#### [Exercise goal]
Copy, exactly and without additions, every line in the records below from the one holding "middle tip: (217, 197)" through the one holding "thumb cmc: (243, 191)", both ends included.

*** Provided data ***

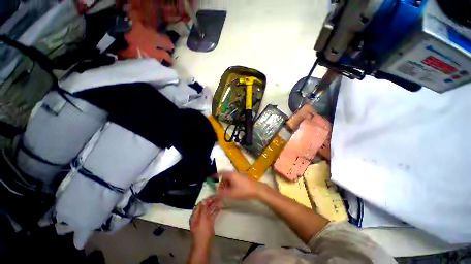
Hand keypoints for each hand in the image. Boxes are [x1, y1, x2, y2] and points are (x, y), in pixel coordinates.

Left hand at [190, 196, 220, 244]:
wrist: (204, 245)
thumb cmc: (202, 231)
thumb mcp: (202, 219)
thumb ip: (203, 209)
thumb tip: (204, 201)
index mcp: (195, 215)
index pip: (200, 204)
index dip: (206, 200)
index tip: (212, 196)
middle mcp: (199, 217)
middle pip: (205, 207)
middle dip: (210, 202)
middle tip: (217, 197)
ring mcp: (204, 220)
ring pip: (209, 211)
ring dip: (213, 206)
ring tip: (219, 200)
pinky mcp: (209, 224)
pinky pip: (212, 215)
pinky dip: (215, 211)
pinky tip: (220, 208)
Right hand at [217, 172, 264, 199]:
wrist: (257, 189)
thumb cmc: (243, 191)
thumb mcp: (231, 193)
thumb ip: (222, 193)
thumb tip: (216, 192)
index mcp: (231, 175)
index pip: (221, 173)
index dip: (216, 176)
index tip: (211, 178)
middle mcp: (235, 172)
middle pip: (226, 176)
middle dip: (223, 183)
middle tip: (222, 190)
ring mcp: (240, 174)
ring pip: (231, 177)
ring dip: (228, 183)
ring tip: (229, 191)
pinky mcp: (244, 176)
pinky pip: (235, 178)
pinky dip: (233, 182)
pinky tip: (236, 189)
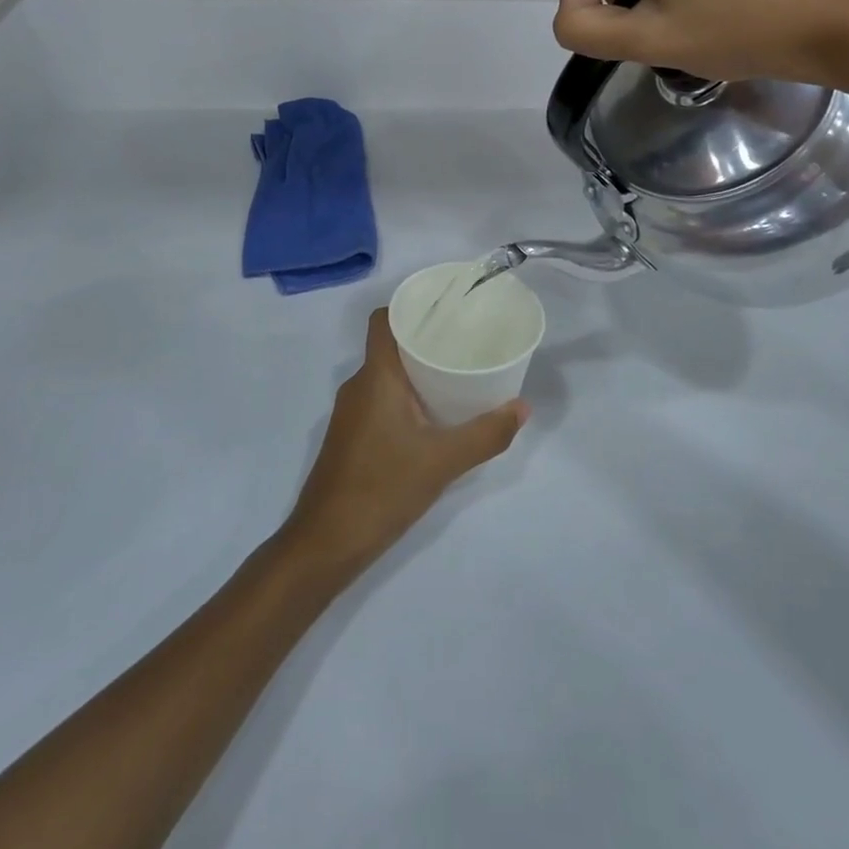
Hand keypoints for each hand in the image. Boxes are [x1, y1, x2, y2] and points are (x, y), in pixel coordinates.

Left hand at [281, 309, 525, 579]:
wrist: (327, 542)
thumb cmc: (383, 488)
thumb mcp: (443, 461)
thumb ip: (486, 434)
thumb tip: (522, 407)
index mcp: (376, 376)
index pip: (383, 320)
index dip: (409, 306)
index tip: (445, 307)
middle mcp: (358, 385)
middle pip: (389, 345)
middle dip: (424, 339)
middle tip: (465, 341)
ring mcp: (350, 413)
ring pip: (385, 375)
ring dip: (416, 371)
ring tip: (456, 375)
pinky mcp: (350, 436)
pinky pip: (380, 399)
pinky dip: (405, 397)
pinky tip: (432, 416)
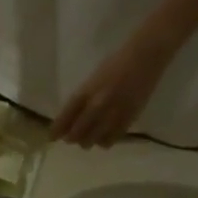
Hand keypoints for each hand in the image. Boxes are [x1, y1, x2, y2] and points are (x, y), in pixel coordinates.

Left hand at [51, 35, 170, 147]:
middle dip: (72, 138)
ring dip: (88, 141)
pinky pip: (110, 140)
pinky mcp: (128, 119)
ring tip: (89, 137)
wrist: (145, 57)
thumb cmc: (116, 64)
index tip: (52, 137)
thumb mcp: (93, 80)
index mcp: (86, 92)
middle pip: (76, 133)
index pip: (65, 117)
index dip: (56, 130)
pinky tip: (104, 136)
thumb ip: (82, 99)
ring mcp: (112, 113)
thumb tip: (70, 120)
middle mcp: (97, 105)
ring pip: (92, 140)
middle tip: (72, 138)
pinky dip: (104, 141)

*** End of Provided data ***

#### [Result for this task]
middle tip: (217, 197)
ring mcp: (204, 220)
ring pip: (209, 211)
ring dip: (213, 206)
ring tip: (219, 200)
pinky mcp: (209, 224)
pinky pip: (212, 215)
pinky dip: (215, 211)
pinky tip: (220, 208)
Right hand at [217, 172, 264, 199]:
wrist: (257, 189)
thumb cmc: (243, 191)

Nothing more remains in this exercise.